Senate debates

Monday, 7 November 2016

Bills

Plebiscite (Same-Sex Marriage) Bill 2016; Second Reading

10:21 am

Photo of Penny WongPenny Wong (SA, Australian Labor Party, Leader of the Opposition in the Senate) Share this | Hansard source

I rise to speak on the Plebiscite (Same-Sex Marriage) Bill 2016. Fourteen months ago Australians waited with bated breath. We all waited as the coalition gathered in their partyroom meeting to decide whether their members and their senators would be allowed a free vote on marriage equality. This debate, brought on by moderate Liberals, gave hope that marriage equality would finally become a reality in this country—hope that the party which prides itself on championing the freedom of the individual would finally and belatedly give expression to that principle on this issue in this parliament. But the Liberal moderates were scuttled, first by the ambush of a joint party meeting and then with the outcome of a marathon six-hour debate. What eventually emerged was the former Prime Minister Tony Abbott's latest delaying and blocking tactic: the plan to hold a plebiscite.

The outcome was met with immediate public disappointment. It was clear that the plebiscite was simply yet another hurdle, another obstacle, another delay—an obstacle designed by hardline opponents like Senators Abetz and Bernardi to make the path to marriage equality more difficult, more fraught and more contested. The Abbott-Abetz-Bernardi plebiscite was a cynical and cruel political tactic which was rightly opposed by the Liberal moderates and by the man who is now the Prime Minister, Mr Turnbull. How times change!

Australians overwhelmingly support marriage equality. Yet now Mr Turnbull is asking them to do as opponents of that equality demand—to take a path he did not support. This Prime Minister is asking all of us to deliver on the Faustian pact he made with those who will never support equality. That he struck such an agreement against principle and against his own judgement diminishes him. That he is demanding that we deliver it disrespects all of us.

This parliamentary debate ought not to have been about process; it ought to have been about progress. LGBTIQ Australians have been fighting for social and legal equality for decades. Our fight for equality has come a long way. Only 41 years ago, consensual sexual acts between two male adults were illegal in all Australian states. In 1975, my home state of South Australia became the first to decriminalise homosexuality. The fight for decriminalisation in all Australian states continued for a further 22 years—another generation—when your state, Mr President, Tasmania, finally decriminalised homosexuality in 1997.

From those first wins, the community has continued to fight for reform to laws in states and territories across the country. Of course, at the federal level, substantial progress was made in 2008 when the Labor government amended over 80 pieces of legislation to remove discrimination against same-sex couples. This provided overdue relief from discrimination in the areas of taxation, superannuation, health insurance, social security, aged care and immigration.

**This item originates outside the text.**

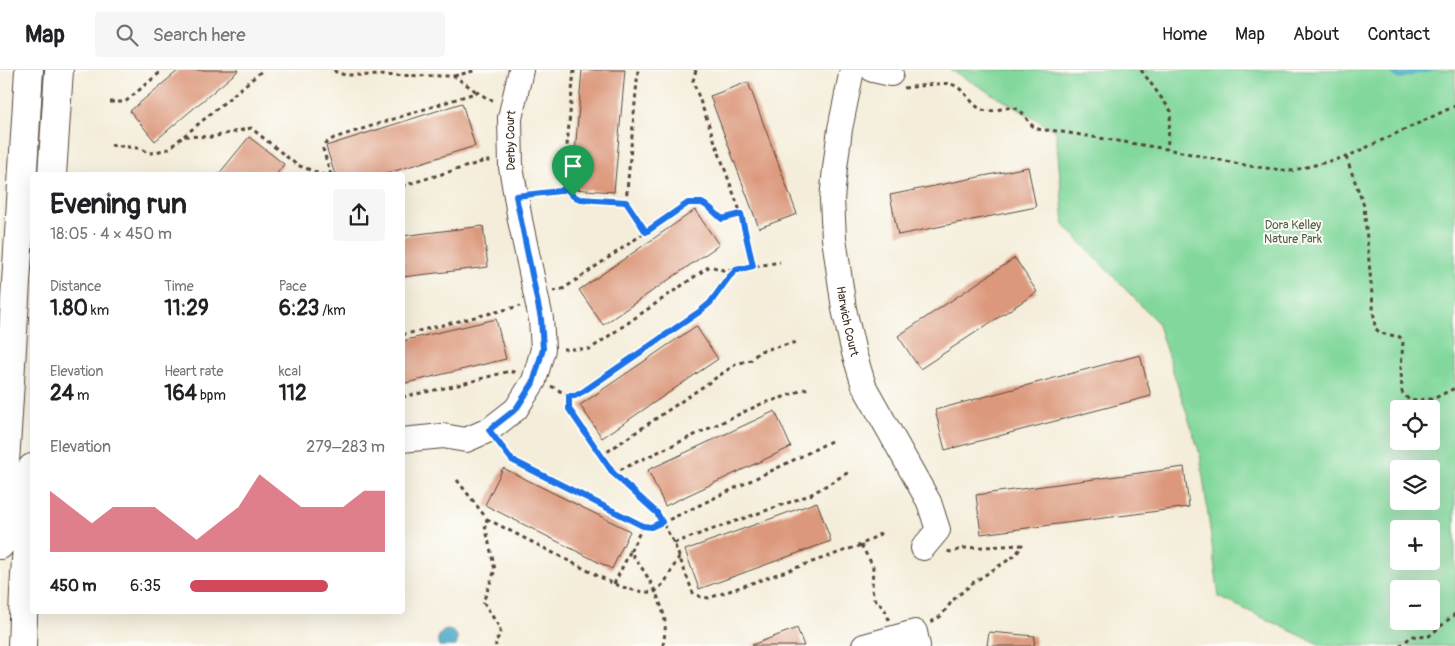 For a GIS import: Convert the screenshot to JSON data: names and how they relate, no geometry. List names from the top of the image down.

But whilst our nation once led the world on social reform, today we are laggards. Spain, Canada, South Africa, Norway, Sweden, Argentina, Denmark, France, Brazil, England, Scotland, the United States and Ireland, amongst others, recognise marriage between same-sex partners.

Opponents of reform use a number of refrains to suggest that discrimination in the Marriage Act should be preserved. The immutability of marriage is a favourite argument but, as we know, whilst marriage has been around a long time, it is constantly evolving. Marriage laws have changed over time. Different classes of people have been excluded from the institution of marriage based on their social or their legal status—for example, slaves, prisoners, and women and men of different races. In Australia, many Aboriginal Australians were not allowed to marry without permission from the state—in fact, a policy that persisted into the 1950s in some parts of Australia. Today, gay and lesbian Australians are excluded from the institution. It is true that marriage is an enduring institution, but it has never been frozen in time. Earlier generations have sought greater equality, and often with each change came warnings that the institution would be irreparably damaged and that the fabric of our society would unravel. It is the case that these dire warnings were unfounded. In fact, marriage has endured precisely because it has evolved, adapted and embraced change.

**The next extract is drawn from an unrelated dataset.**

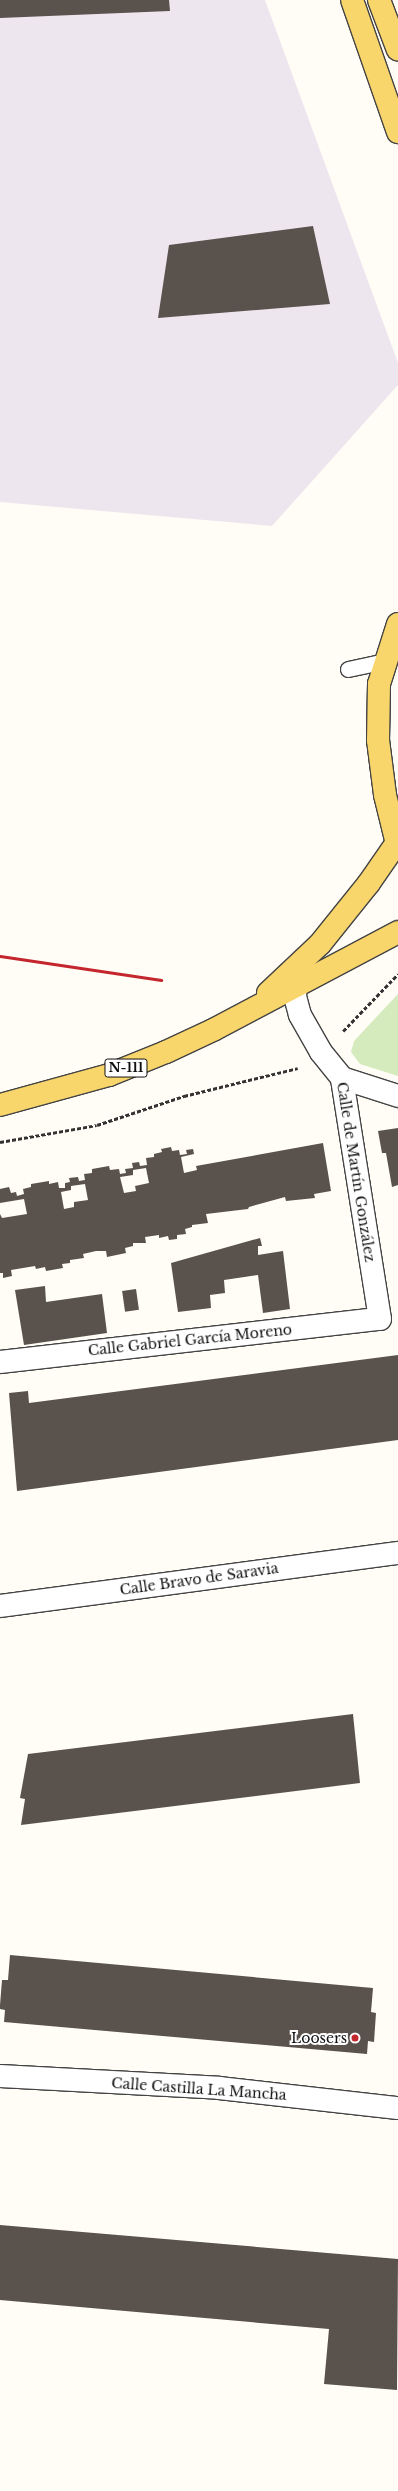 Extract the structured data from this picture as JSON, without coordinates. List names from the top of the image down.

Opposition to marriage equality is often expressed using the language of religion. I respect people of faith, but I do not support the proposition that the state—the secular state—should impose the theology embraced by some on all. In any event, the argument that all people of faith do not or cannot support marriage equality does not reflect reality. Speaking personally, I do not think the God of my faith would be affronted by who I am, my relationship or my family.

The change in sentiment on this issue in our community over recent years is obvious. I can see it in the changes in attitudes since I was first elected to this place; the easygoing acceptance of our neighbours; the generosity of members of the public from all walks of life, who stop me in the street or at the airport and who tell me to press on; and in the good wishes received when our daughters were born, not only from friends but also from strangers. I see it in those who have joined the campaign for equality: activists, business leaders, unionists, sporting heroes and parents of gay and lesbian children, and so many more who have voiced their support for equality. And I see it in my own party and in my own caucus room, and I thank my colleagues for their movement on this issue over the years.

The fact is that now most Australians no longer ask, 'Why?' They ask, 'Why not?' Polls consistently show that the majority of Australians now support marriage equality. Most people recognise what our laws do not: that gay and lesbian Australians are just like everybody else. Our relationships are like other relationships and our desire to make a commitment to our life partner is no different either. The children that my partner and I run around after are no different from the children of opposite-sex partners, and the joy we feel as our children discover the world around them is no different from the joy felt by opposite-sex partners. I would hazard to say that the challenge of negotiating with a determined four-year-old is probably no different either! Our relationship is not different from the relationships of opposite-sex partners, but our legal status is not the same. We cannot get married in this country, no matter how much we love each other and no matter how committed we are to one another.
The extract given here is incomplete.